Obwohl oben nur beiläufig erwähnt, spiel Doug Yeager eine zentrale Rolle beim Thema Kartenemulation unter Android. Da, wie oben erwähnt, nach dem rooten die Möglichkeit erlischt Bezahldienste auf Basis von Kartenemulation wie u.a. Google Wallet zu benutzen, bietet die eigene App von Doug Yeager genau solch eine Möglichkeit für gerootet Smartphones.

Somit haben wir als letzten Test mal geschaut, ob die eingebaute Kartenemulation dieser App funktioniert.

Ein Test der App, bei der eine McDonalds Guthabenkarte emuliert und das Smartphone mit einem Kartenleser gescannt wurde, ergab ein SAK mit Wert 0x60.

Das entspricht zwar immer noch nicht dem für eine nPA Emulation nötigen SAK 0x20, zeigt aber zumindest schoneinmal, dass man mit den richtigen CyanogenMod Patches und dem richtigen Know-How diese zu benutzen in der Lage ist, dem NFC Chip im Nexus S genauestens zu sagen, welches Protokoll gesprochen werden soll und man somit in der Lage ist, dem Smartphone zu sagen, als welche Karte es sich ausgeben soll.

Zusammenfassung

Mensakarte

Zur GuthabenApp und Mensakarte lässt sich zusammenfassend sagen, dass es viele Werkzeuge und gute Dokumentationen gibt, die es einem ermöglichen, sich binnen kürzester Zeit in das Thema einzuarbeiten und erste kleinere Erfolge zu verbuchen.
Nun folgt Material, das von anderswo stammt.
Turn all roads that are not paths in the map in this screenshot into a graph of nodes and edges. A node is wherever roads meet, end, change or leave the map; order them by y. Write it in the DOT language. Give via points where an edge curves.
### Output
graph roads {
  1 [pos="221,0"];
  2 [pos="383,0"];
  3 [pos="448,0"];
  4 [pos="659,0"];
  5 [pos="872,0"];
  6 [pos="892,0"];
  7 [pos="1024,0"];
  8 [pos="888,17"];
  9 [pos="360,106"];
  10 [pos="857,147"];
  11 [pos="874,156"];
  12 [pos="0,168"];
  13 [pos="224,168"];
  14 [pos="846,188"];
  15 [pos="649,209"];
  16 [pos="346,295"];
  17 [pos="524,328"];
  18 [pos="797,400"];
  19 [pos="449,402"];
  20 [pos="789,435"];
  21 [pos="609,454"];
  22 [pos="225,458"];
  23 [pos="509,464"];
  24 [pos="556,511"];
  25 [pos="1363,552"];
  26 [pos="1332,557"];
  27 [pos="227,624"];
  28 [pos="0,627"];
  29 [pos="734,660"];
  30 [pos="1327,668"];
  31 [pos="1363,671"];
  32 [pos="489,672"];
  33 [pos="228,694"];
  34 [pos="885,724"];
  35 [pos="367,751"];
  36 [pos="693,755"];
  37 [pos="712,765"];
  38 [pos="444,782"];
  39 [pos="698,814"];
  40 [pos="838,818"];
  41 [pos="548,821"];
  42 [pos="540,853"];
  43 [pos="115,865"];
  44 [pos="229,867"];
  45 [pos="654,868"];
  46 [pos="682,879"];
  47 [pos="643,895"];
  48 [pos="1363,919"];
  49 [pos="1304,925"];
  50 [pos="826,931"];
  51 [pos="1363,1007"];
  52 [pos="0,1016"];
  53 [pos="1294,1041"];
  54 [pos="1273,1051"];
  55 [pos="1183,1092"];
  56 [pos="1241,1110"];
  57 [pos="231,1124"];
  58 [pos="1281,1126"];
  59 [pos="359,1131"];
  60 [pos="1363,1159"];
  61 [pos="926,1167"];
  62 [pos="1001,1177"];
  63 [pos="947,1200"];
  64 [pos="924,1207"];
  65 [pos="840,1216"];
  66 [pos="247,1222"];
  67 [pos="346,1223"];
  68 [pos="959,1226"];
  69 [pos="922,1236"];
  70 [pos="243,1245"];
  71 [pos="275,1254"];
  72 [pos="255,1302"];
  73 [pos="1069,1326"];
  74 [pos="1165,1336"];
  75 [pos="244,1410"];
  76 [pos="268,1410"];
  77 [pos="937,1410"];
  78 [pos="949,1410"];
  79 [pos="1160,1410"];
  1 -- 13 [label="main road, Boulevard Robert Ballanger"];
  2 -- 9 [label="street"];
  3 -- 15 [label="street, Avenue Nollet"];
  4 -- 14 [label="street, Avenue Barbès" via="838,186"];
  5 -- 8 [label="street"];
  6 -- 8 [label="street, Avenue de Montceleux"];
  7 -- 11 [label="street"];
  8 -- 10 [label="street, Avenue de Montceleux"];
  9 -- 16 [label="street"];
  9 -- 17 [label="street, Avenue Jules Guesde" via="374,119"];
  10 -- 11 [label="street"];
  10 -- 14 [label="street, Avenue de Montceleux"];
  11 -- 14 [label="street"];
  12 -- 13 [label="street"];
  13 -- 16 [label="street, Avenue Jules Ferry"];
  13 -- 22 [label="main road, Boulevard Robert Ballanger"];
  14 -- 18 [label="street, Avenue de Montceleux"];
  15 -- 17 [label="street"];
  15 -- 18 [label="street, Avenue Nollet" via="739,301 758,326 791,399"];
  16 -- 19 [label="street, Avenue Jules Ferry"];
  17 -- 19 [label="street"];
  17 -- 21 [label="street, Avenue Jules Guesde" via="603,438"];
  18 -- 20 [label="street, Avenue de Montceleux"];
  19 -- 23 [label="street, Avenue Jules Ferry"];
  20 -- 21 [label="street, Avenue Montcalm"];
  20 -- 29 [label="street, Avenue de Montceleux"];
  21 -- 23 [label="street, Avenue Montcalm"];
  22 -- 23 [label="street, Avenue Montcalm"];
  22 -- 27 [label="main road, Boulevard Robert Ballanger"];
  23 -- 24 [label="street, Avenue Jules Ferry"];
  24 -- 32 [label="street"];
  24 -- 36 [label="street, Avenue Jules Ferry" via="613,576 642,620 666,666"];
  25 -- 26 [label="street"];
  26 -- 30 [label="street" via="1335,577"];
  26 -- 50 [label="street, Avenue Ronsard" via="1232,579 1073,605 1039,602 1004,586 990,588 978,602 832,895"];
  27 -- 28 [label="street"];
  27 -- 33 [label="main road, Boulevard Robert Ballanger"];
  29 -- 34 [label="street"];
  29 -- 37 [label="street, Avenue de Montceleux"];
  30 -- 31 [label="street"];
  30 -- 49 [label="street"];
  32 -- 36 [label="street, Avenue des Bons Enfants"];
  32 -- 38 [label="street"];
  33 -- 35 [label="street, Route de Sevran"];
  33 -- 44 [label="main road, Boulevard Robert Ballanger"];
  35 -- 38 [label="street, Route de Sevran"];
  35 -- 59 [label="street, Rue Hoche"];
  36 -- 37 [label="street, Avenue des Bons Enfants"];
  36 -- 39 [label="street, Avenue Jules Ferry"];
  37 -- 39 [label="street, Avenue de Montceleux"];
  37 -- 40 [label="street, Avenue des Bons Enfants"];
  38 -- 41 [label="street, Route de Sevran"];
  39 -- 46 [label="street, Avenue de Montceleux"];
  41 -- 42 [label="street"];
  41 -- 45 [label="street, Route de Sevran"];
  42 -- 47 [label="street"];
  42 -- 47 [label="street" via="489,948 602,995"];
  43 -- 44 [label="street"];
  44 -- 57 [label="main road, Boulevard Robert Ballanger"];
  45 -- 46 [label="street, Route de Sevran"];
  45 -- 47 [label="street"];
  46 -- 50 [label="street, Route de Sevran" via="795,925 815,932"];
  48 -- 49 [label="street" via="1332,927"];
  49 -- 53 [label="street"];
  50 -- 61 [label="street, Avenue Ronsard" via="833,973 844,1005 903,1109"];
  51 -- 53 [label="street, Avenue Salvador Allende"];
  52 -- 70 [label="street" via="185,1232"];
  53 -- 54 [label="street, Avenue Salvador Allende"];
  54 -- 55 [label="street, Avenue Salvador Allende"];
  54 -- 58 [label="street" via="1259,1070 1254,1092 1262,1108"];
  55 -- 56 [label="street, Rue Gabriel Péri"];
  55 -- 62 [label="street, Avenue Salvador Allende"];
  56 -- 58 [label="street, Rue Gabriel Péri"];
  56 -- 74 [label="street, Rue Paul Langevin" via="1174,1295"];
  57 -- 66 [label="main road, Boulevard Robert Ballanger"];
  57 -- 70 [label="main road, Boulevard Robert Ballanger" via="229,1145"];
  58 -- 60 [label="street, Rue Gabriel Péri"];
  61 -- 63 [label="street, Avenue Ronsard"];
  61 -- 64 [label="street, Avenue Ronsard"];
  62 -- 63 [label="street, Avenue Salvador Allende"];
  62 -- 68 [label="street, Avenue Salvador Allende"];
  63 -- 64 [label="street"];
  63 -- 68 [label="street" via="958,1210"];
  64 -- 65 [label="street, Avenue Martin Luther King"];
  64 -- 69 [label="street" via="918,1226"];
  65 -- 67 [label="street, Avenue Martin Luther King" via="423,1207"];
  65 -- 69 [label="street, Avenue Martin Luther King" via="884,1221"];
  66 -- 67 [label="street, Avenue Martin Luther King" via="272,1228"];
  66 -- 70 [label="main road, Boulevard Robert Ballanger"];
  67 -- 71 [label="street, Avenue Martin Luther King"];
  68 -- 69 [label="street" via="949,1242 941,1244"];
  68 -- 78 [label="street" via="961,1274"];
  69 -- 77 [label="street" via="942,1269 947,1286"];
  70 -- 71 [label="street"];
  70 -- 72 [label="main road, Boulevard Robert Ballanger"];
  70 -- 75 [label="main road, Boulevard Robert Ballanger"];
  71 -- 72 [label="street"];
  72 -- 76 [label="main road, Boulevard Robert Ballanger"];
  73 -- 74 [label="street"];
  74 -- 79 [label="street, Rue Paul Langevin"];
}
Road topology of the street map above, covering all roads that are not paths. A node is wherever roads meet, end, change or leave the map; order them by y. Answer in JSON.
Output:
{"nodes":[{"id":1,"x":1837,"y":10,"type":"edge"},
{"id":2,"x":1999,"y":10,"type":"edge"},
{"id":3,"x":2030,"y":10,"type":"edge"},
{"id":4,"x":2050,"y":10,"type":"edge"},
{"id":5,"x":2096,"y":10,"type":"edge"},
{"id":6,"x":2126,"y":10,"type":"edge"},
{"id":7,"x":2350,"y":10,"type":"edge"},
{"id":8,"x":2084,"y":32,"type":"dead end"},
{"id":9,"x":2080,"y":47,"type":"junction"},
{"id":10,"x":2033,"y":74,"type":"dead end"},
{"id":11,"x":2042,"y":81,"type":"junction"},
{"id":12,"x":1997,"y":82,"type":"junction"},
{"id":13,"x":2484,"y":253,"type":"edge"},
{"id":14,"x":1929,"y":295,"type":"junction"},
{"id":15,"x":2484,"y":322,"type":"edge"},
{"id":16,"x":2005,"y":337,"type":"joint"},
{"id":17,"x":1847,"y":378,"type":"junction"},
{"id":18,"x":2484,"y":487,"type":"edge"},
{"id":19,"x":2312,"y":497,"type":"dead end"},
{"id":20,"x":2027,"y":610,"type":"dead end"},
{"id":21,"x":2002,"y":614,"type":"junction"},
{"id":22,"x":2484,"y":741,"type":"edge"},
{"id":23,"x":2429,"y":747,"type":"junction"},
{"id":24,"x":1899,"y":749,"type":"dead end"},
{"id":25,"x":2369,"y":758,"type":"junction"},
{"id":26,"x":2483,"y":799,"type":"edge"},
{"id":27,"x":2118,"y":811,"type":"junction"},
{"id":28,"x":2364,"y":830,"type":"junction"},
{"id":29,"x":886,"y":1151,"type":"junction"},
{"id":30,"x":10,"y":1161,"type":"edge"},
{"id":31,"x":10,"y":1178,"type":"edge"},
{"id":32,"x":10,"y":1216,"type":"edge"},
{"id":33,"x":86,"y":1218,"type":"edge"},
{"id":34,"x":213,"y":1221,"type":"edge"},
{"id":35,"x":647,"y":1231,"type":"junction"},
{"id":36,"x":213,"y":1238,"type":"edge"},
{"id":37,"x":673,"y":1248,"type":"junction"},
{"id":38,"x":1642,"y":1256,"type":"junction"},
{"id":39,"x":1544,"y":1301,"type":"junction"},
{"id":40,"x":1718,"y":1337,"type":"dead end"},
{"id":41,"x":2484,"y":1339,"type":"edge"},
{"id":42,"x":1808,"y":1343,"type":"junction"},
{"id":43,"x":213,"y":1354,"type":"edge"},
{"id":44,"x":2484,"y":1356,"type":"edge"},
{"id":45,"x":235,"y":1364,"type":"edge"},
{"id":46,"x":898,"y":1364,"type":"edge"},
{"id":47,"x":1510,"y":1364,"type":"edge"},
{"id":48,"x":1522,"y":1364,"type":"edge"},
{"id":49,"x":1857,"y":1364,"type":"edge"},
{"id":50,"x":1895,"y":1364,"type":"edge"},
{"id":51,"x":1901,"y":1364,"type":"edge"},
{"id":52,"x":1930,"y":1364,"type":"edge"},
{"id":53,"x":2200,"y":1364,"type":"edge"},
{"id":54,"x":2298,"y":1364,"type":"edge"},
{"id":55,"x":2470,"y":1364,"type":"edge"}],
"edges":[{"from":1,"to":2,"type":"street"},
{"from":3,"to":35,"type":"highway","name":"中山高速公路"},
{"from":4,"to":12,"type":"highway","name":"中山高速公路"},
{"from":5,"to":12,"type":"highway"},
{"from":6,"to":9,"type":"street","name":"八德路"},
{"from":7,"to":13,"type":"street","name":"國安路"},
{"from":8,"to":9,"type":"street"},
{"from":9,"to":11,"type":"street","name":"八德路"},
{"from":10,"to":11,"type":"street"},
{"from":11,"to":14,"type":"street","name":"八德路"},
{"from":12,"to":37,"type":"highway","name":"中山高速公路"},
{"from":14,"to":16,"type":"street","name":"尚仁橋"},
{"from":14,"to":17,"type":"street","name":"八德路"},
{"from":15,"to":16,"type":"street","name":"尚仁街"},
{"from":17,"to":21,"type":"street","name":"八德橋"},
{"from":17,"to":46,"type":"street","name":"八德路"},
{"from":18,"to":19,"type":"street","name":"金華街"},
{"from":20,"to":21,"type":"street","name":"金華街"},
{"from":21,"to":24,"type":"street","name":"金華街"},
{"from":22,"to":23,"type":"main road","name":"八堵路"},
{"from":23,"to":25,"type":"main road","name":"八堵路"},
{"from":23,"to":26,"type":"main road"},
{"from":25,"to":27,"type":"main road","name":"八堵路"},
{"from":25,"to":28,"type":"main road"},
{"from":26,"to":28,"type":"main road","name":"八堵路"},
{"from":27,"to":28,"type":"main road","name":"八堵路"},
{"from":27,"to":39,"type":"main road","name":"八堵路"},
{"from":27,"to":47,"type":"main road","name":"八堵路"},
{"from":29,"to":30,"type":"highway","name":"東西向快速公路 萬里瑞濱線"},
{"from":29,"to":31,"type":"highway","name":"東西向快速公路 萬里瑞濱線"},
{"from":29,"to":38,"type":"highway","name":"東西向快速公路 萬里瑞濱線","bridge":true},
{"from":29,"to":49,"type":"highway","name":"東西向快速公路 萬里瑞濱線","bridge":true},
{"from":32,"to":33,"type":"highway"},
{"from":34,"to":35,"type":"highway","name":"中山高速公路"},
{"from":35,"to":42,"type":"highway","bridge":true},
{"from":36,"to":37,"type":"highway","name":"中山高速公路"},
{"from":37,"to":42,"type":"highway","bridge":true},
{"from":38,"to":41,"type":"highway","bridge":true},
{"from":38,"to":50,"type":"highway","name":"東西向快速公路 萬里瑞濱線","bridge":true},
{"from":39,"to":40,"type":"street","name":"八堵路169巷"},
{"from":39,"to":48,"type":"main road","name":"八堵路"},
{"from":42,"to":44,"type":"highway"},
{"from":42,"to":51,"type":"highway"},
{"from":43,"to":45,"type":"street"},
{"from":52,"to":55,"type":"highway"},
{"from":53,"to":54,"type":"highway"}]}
Weiterführend mussten wir feststellen, dass, nachdem wir uns ein Setup angelegt hatten, mit dem wir das Mensakartenguthaben bequem auslesen konnten, es keine technischen Hindernisse gab die Sache weiterzuführen, sodass die Realisierung eines Schreibvorgangs und die daraus resultierende Guthabensveränderung keine Schwierigkeiten bereitet hätte.

Kartenemulation

Zur Kartenemulation kann man abschließend sagen, dass wir es in der Kürze der Zeit nicht geschafft haben eine funktionierende Kartenemulation unter Android umzusetzen. Allerdings konnten wir zeigen, dass die technischen Möglichkeiten definitiv vorhanden sind und das Secure Element, welches eigentlich dafür sorgen soll, dass nur spezielle Apps von ausgewählten Firmen in der Lage sind eine Kartenemulation durchzuführen, nicht den Schutz bietet, den es eigentlich bieten soll.

Allerdings gibt es keine fertigen Werkzeuge, die es erlauben, eine beliebige Kartenemulation ganz simpel und einfach durchzuführen. Es sind bisher tiefgehende Kenntnisse des Android Betriebssystems und der internen Funktionsweise des NFC Chips von Nöten, um überhaupt kleine Fortschritte in dieser Hinsicht zu machen und da es sich bei der einzigen vielversprechenden App nicht um eine OpenSource Variante handelt, ist es weiterhin nur unter erhöhtem Zeitaufwand möglich, eine Kartenemulation zu realisieren.